Kiyosaki is successfully betting on a disaster: destructive actual charges, rising fiscal stress, and a rush into “real money” like gold, silver, and crypto. Goldman is betting on stability: gradual inflation, regular central‑financial institution shopping for, and gold as a strong diversifier, not the centerpiece. - How a lot gold do you really want?
I see a robust case for proudly owning some gold after this run, particularly if you’re frightened about coverage errors or one other inflation flare‑up, given the previous 12 months’s 80%‑plus positive aspects and the rise in central‑financial institution demand highlighted by Yahoo Finance.
What’s Kiyosaki’s quantity actually doing for you?

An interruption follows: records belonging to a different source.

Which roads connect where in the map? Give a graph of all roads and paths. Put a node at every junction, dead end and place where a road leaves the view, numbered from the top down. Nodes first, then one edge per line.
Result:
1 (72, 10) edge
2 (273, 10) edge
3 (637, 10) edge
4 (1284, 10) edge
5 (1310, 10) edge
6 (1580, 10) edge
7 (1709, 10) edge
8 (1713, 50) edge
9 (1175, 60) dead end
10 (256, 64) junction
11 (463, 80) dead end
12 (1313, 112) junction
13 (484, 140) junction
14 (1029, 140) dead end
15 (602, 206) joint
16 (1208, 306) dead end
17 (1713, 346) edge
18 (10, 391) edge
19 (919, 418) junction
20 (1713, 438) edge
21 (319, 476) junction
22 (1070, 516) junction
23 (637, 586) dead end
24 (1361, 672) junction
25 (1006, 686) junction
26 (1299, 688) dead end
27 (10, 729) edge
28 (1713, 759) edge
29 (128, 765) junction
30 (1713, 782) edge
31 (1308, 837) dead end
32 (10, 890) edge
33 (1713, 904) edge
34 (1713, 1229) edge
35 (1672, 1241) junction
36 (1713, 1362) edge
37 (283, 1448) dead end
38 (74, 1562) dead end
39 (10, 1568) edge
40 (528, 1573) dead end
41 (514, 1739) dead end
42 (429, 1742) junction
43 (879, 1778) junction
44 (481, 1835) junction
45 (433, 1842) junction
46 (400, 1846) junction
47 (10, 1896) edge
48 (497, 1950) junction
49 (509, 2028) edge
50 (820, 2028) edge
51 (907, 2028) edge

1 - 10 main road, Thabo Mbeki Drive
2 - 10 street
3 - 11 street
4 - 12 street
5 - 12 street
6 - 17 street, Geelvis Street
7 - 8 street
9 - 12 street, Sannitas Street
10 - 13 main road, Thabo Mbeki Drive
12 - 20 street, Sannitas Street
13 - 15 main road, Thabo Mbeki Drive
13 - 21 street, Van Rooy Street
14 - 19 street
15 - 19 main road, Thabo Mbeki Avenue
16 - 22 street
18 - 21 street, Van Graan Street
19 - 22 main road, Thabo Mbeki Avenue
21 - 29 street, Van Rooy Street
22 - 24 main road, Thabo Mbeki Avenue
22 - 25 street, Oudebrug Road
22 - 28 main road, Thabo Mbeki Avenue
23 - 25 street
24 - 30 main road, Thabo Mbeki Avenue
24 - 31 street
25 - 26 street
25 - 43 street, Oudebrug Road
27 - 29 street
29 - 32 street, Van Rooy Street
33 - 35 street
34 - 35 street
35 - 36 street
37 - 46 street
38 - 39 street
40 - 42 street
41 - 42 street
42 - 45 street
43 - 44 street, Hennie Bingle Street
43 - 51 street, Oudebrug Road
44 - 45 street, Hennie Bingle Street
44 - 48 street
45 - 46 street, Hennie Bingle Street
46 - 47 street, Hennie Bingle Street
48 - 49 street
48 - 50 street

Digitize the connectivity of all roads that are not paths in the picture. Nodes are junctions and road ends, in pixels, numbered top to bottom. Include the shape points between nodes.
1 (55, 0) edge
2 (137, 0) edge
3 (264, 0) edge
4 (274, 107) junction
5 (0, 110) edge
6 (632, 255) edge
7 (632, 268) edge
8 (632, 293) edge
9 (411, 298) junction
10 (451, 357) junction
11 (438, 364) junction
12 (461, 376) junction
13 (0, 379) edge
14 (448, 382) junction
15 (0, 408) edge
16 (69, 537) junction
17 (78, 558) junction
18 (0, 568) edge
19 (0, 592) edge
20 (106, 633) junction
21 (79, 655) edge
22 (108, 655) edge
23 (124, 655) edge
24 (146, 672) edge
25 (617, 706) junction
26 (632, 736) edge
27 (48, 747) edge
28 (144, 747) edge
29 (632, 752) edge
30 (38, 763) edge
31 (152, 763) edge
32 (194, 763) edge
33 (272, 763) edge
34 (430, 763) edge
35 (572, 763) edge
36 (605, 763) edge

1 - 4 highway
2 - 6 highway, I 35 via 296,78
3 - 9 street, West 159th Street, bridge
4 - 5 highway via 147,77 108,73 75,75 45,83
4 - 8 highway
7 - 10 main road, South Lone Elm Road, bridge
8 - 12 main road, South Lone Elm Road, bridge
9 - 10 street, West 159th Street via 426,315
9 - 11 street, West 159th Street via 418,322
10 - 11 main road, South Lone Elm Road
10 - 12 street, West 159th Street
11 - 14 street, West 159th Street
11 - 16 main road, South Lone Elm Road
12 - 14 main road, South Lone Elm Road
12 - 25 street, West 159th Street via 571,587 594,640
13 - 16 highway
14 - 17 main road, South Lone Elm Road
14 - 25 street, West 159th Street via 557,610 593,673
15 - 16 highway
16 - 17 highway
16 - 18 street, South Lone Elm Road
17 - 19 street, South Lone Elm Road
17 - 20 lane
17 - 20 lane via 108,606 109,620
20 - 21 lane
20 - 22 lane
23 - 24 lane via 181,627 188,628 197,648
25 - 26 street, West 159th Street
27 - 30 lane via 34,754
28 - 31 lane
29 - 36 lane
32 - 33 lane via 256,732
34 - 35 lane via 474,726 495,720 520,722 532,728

I deal with Kiyosaki’s “future for gold $27,000” line much less as a forecast and extra as a stress check, a vivid quantity that pushes you to examine whether or not your present portfolio truly matches how nervous or optimistic you actually are, as mirrored in his personal repeated framing of the approaching crash.
Concerning the authors

Private Finance Journalist
Tobi Amure is a journalist and freelance private finance author at TheStreet with greater than seven years of expertise in digital media. He writes about private finance, bank cards, loans, mortgages, budgeting, investing, and rising monetary applied sciences. Beforehand, he held varied journalism and content material roles for finance and fintech publications and B2B SaaS corporations, growing a give attention to clear, sensible steerage for on a regular basis cash choices.

Dana Sullivan Kilroy has been a journalist for greater than 25 years. She covers retail, remembers and sophistication motion lawsuits, in addition to Las Vegas journey for TheStreet. Her work has appeared in The New York Occasions, Actual Easy, Self, Outdoors, BabyCenter, On a regular basis Well being, and WebMD. Dana holds a Grasp’s in Journalism from the College of Nevada, Reno, and a Bachelor’s in English Literature from UCLA. She lives in Nevada.